Hypothesis testing¶

Hypothesis: University towns and non-university towns have same effect on their mean housing prices during recessions.

Data sources¶

List of university towns from wikipedia. This is a text file with 567 lines either containing state name or the name of city and the university in the city.

Housing data from Zillow containg information about house sale prices in each month from the year 1996 to 2016. A snapshot of the csv file is shown here.

Quarterly GDP data from US Department of Commerce, Bureau of Economic Analysis.
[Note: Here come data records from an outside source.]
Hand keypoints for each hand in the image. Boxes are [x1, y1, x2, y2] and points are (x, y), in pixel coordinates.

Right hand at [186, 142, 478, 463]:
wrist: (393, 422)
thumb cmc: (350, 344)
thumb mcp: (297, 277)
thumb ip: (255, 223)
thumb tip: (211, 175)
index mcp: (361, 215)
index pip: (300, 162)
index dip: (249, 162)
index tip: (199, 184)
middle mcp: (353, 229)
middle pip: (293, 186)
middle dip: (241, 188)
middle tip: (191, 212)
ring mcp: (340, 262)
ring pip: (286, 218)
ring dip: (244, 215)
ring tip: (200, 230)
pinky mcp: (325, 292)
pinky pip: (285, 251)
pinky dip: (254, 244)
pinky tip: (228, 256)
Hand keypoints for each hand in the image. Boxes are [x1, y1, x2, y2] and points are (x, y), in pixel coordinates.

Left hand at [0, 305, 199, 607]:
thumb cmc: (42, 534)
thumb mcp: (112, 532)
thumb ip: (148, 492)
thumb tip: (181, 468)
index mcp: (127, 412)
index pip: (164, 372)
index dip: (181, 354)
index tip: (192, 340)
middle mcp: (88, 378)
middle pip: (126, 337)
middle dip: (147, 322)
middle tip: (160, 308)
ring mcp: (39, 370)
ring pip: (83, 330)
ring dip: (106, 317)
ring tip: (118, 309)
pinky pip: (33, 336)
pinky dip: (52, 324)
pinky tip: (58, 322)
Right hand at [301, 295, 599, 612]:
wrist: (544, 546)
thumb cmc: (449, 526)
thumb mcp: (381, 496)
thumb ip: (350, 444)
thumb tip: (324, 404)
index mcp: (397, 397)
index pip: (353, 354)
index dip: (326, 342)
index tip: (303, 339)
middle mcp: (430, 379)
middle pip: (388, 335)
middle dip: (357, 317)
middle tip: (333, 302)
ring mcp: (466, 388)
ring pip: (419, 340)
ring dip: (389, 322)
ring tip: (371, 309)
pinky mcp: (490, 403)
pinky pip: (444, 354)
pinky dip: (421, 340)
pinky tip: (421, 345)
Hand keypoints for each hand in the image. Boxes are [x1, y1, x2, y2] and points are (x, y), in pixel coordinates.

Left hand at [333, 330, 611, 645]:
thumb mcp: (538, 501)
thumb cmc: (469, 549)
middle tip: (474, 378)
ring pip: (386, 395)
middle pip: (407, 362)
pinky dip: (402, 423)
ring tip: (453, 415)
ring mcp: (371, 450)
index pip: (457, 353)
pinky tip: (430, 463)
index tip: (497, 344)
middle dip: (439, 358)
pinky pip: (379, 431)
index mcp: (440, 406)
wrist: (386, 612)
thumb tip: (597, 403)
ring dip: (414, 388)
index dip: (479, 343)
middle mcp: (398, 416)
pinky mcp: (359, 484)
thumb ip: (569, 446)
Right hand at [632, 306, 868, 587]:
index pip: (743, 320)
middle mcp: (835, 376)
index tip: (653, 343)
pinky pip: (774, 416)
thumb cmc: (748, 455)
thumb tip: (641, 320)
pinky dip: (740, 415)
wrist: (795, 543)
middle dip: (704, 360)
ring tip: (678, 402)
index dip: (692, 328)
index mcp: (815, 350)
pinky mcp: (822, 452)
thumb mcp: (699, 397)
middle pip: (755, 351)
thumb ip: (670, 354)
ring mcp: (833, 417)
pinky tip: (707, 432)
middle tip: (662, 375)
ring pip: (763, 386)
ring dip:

A snapshot of the excel file is shown below.

In [1]:

import pandas as pd
import numpy as np
from scipy.stats import ttest_ind
import numpy as np
import matplotlib.pyplot as plt
from scipy.stats import norm

In [2]:

def get_list_of_university_towns():
    '''Returns a DataFrame of towns and the states they are in from the 
    university_towns.txt list.     
    
    Following steps were taken to extract the required information in the desired format:

    1. For "State", removing characters from "[" to the end.
    2. For "RegionName", when applicable, removing every character from " (" to the end.'''
    uni_towns=pd.DataFrame(columns=['State','RegionName'])
    with open('university_towns.txt', 'r') as f:

        #Read non-empty lines:
        data = (line.rstrip() for line in f)
        lines = list(line for line in data if line)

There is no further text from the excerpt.